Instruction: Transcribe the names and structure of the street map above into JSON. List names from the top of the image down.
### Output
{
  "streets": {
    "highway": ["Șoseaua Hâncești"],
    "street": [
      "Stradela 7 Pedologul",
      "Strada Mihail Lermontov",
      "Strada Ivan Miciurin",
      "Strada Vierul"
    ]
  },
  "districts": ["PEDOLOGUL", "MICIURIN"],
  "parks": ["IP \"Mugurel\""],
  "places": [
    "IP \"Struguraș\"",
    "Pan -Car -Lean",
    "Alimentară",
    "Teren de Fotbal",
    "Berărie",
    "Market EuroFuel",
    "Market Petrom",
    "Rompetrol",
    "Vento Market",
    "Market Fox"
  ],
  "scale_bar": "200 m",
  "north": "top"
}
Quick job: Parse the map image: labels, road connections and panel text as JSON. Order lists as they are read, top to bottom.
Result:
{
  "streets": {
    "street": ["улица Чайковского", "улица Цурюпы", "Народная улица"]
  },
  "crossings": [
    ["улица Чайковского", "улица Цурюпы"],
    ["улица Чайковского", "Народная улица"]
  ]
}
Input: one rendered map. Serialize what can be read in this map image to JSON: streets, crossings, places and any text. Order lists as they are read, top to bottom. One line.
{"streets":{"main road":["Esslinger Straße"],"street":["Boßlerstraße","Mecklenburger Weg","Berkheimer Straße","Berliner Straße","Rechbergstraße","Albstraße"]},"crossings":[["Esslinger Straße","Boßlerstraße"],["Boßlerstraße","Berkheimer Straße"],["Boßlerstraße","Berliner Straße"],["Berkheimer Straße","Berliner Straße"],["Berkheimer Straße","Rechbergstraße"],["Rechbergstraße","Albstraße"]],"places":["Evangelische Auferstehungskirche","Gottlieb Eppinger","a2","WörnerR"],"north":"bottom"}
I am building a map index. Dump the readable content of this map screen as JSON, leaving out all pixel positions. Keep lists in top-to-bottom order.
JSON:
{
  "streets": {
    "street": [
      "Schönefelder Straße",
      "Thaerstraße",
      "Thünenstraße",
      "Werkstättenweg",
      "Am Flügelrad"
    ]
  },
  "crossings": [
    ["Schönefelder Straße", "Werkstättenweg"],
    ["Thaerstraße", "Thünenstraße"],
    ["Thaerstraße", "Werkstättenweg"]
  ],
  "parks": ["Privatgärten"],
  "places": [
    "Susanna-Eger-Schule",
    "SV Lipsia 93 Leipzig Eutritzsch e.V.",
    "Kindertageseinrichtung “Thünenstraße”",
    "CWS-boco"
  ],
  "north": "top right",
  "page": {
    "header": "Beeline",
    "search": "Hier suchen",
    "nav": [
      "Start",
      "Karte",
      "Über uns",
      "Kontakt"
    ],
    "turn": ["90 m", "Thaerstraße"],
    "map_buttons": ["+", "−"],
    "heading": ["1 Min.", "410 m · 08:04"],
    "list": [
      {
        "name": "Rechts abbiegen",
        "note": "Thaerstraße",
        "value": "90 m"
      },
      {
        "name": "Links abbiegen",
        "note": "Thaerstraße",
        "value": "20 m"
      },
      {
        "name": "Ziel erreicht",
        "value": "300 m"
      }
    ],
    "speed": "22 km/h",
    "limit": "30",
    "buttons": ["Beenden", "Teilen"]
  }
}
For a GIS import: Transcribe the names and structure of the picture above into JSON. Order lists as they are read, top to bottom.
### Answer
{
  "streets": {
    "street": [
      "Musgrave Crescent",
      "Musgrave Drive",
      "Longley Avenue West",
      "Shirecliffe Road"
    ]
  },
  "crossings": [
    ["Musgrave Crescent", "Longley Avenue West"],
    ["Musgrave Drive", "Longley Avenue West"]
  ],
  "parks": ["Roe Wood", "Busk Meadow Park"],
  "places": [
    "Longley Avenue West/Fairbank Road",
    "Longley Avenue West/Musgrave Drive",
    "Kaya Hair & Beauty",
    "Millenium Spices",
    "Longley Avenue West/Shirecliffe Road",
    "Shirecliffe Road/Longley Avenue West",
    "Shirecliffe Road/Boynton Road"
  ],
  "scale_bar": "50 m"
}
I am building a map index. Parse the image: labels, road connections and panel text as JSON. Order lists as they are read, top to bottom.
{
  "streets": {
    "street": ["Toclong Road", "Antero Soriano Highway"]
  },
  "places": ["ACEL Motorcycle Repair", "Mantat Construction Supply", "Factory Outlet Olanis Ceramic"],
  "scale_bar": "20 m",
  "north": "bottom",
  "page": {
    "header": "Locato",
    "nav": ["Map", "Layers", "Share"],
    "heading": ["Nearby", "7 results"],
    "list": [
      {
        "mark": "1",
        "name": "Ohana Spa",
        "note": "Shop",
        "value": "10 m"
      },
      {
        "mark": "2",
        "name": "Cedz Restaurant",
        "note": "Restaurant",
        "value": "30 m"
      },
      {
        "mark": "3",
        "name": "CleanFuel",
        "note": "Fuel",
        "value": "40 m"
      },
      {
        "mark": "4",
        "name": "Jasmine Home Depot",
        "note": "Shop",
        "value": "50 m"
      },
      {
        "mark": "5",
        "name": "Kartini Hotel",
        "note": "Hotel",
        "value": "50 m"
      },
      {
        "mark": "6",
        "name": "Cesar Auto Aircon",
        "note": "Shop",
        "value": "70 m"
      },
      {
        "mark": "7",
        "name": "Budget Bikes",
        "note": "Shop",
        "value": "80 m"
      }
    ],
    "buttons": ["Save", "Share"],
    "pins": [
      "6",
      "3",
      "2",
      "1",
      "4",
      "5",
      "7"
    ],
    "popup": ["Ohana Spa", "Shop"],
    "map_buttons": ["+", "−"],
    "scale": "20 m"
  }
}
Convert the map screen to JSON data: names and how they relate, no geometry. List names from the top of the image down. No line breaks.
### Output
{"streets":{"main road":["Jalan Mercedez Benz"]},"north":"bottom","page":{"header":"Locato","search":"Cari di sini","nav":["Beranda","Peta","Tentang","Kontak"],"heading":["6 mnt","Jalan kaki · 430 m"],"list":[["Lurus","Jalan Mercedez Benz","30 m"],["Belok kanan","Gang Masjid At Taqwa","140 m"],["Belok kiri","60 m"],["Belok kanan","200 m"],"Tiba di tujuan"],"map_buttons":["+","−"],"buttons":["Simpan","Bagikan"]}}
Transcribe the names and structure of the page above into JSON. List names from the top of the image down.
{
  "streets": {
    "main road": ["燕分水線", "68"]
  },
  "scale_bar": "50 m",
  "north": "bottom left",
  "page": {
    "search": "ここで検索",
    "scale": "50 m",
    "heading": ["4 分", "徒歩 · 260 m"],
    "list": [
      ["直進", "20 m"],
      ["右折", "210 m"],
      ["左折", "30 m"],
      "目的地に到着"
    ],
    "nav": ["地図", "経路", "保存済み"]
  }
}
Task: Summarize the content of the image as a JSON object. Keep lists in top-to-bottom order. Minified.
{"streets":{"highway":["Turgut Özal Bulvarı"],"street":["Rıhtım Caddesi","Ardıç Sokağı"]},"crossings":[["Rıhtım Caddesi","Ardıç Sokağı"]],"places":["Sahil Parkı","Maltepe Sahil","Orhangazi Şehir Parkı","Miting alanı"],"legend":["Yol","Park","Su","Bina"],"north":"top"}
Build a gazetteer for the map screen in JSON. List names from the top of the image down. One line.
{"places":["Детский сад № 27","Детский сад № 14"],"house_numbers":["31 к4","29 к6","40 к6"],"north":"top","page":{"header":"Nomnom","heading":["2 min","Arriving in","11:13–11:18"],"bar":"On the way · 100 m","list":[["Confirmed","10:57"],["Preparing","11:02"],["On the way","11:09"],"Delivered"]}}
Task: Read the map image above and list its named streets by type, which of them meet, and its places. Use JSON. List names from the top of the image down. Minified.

» Assigned task:
The material above is to be transcribed in full, exactly as it stands.

» Task result:
Instruction: Transcribe the names and structure of the street map above into JSON. List names from the top of the image down.
### Output
{
  "streets": {
    "highway": ["Șoseaua Hâncești"],
    "street": [
      "Stradela 7 Pedologul",
      "Strada Mihail Lermontov",
      "Strada Ivan Miciurin",
      "Strada Vierul"
    ]
  },
  "districts": ["PEDOLOGUL", "MICIURIN"],
  "parks": ["IP \"Mugurel\""],
  "places": [
    "IP \"Struguraș\"",
    "Pan -Car -Lean",
    "Alimentară",
    "Teren de Fotbal",
    "Berărie",
    "Market EuroFuel",
    "Market Petrom",
    "Rompetrol",
    "Vento Market",
    "Market Fox"
  ],
  "scale_bar": "200 m",
  "north": "top"
}
Quick job: Parse the map image: labels, road connections and panel text as JSON. Order lists as they are read, top to bottom.
Result:
{
  "streets": {
    "street": ["улица Чайковского", "улица Цурюпы", "Народная улица"]
  },
  "crossings": [
    ["улица Чайковского", "улица Цурюпы"],
    ["улица Чайковского", "Народная улица"]
  ]
}
Input: one rendered map. Serialize what can be read in this map image to JSON: streets, crossings, places and any text. Order lists as they are read, top to bottom. One line.
{"streets":{"main road":["Esslinger Straße"],"street":["Boßlerstraße","Mecklenburger Weg","Berkheimer Straße","Berliner Straße","Rechbergstraße","Albstraße"]},"crossings":[["Esslinger Straße","Boßlerstraße"],["Boßlerstraße","Berkheimer Straße"],["Boßlerstraße","Berliner Straße"],["Berkheimer Straße","Berliner Straße"],["Berkheimer Straße","Rechbergstraße"],["Rechbergstraße","Albstraße"]],"places":["Evangelische Auferstehungskirche","Gottlieb Eppinger","a2","WörnerR"],"north":"bottom"}
I am building a map index. Dump the readable content of this map screen as JSON, leaving out all pixel positions. Keep lists in top-to-bottom order.
JSON:
{
  "streets": {
    "street": [
      "Schönefelder Straße",
      "Thaerstraße",
      "Thünenstraße",
      "Werkstättenweg",
      "Am Flügelrad"
    ]
  },
  "crossings": [
    ["Schönefelder Straße", "Werkstättenweg"],
    ["Thaerstraße", "Thünenstraße"],
    ["Thaerstraße", "Werkstättenweg"]
  ],
  "parks": ["Privatgärten"],
  "places": [
    "Susanna-Eger-Schule",
    "SV Lipsia 93 Leipzig Eutritzsch e.V.",
    "Kindertageseinrichtung “Thünenstraße”",
    "CWS-boco"
  ],
  "north": "top right",
  "page": {
    "header": "Beeline",
    "search": "Hier suchen",
    "nav": [
      "Start",
      "Karte",
      "Über uns",
      "Kontakt"
    ],
    "turn": ["90 m", "Thaerstraße"],
    "map_buttons": ["+", "−"],
    "heading": ["1 Min.", "410 m · 08:04"],
    "list": [
      {
        "name": "Rechts abbiegen",
        "note": "Thaerstraße",
        "value": "90 m"
      },
      {
        "name": "Links abbiegen",
        "note": "Thaerstraße",
        "value": "20 m"
      },
      {
        "name": "Ziel erreicht",
        "value": "300 m"
      }
    ],
    "speed": "22 km/h",
    "limit": "30",
    "buttons": ["Beenden", "Teilen"]
  }
}
For a GIS import: Transcribe the names and structure of the picture above into JSON. Order lists as they are read, top to bottom.
### Answer
{
  "streets": {
    "street": [
      "Musgrave Crescent",
      "Musgrave Drive",
      "Longley Avenue West",
      "Shirecliffe Road"
    ]
  },
  "crossings": [
    ["Musgrave Crescent", "Longley Avenue West"],
    ["Musgrave Drive", "Longley Avenue West"]
  ],
  "parks": ["Roe Wood", "Busk Meadow Park"],
  "places": [
    "Longley Avenue West/Fairbank Road",
    "Longley Avenue West/Musgrave Drive",
    "Kaya Hair & Beauty",
    "Millenium Spices",
    "Longley Avenue West/Shirecliffe Road",
    "Shirecliffe Road/Longley Avenue West",
    "Shirecliffe Road/Boynton Road"
  ],
  "scale_bar": "50 m"
}
I am building a map index. Parse the image: labels, road connections and panel text as JSON. Order lists as they are read, top to bottom.
{
  "streets": {
    "street": ["Toclong Road", "Antero Soriano Highway"]
  },
  "places": ["ACEL Motorcycle Repair", "Mantat Construction Supply", "Factory Outlet Olanis Ceramic"],
  "scale_bar": "20 m",
  "north": "bottom",
  "page": {
    "header": "Locato",
    "nav": ["Map", "Layers", "Share"],
    "heading": ["Nearby", "7 results"],
    "list": [
      {
        "mark": "1",
        "name": "Ohana Spa",
        "note": "Shop",
        "value": "10 m"
      },
      {
        "mark": "2",
        "name": "Cedz Restaurant",
        "note": "Restaurant",
        "value": "30 m"
      },
      {
        "mark": "3",
        "name": "CleanFuel",
        "note": "Fuel",
        "value": "40 m"
      },
      {
        "mark": "4",
        "name": "Jasmine Home Depot",
        "note": "Shop",
        "value": "50 m"
      },
      {
        "mark": "5",
        "name": "Kartini Hotel",
        "note": "Hotel",
        "value": "50 m"
      },
      {
        "mark": "6",
        "name": "Cesar Auto Aircon",
        "note": "Shop",
        "value": "70 m"
      },
      {
        "mark": "7",
        "name": "Budget Bikes",
        "note": "Shop",
        "value": "80 m"
      }
    ],
    "buttons": ["Save", "Share"],
    "pins": [
      "6",
      "3",
      "2",
      "1",
      "4",
      "5",
      "7"
    ],
    "popup": ["Ohana Spa", "Shop"],
    "map_buttons": ["+", "−"],
    "scale": "20 m"
  }
}
Convert the map screen to JSON data: names and how they relate, no geometry. List names from the top of the image down. No line breaks.
### Output
{"streets":{"main road":["Jalan Mercedez Benz"]},"north":"bottom","page":{"header":"Locato","search":"Cari di sini","nav":["Beranda","Peta","Tentang","Kontak"],"heading":["6 mnt","Jalan kaki · 430 m"],"list":[["Lurus","Jalan Mercedez Benz","30 m"],["Belok kanan","Gang Masjid At Taqwa","140 m"],["Belok kiri","60 m"],["Belok kanan","200 m"],"Tiba di tujuan"],"map_buttons":["+","−"],"buttons":["Simpan","Bagikan"]}}
Transcribe the names and structure of the page above into JSON. List names from the top of the image down.
{
  "streets": {
    "main road": ["燕分水線", "68"]
  },
  "scale_bar": "50 m",
  "north": "bottom left",
  "page": {
    "search": "ここで検索",
    "scale": "50 m",
    "heading": ["4 分", "徒歩 · 260 m"],
    "list": [
      ["直進", "20 m"],
      ["右折", "210 m"],
      ["左折", "30 m"],
      "目的地に到着"
    ],
    "nav": ["地図", "経路", "保存済み"]
  }
}
Task: Summarize the content of the image as a JSON object. Keep lists in top-to-bottom order. Minified.
{"streets":{"highway":["Turgut Özal Bulvarı"],"street":["Rıhtım Caddesi","Ardıç Sokağı"]},"crossings":[["Rıhtım Caddesi","Ardıç Sokağı"]],"places":["Sahil Parkı","Maltepe Sahil","Orhangazi Şehir Parkı","Miting alanı"],"legend":["Yol","Park","Su","Bina"],"north":"top"}
Build a gazetteer for the map screen in JSON. List names from the top of the image down. One line.
{"places":["Детский сад № 27","Детский сад № 14"],"house_numbers":["31 к4","29 к6","40 к6"],"north":"top","page":{"header":"Nomnom","heading":["2 min","Arriving in","11:13–11:18"],"bar":"On the way · 100 m","list":[["Confirmed","10:57"],["Preparing","11:02"],["On the way","11:09"],"Delivered"]}}
Task: Read the map image above and list its named streets by type, which of them meet, and its places. Use JSON. List names from the top of the image down. Minified.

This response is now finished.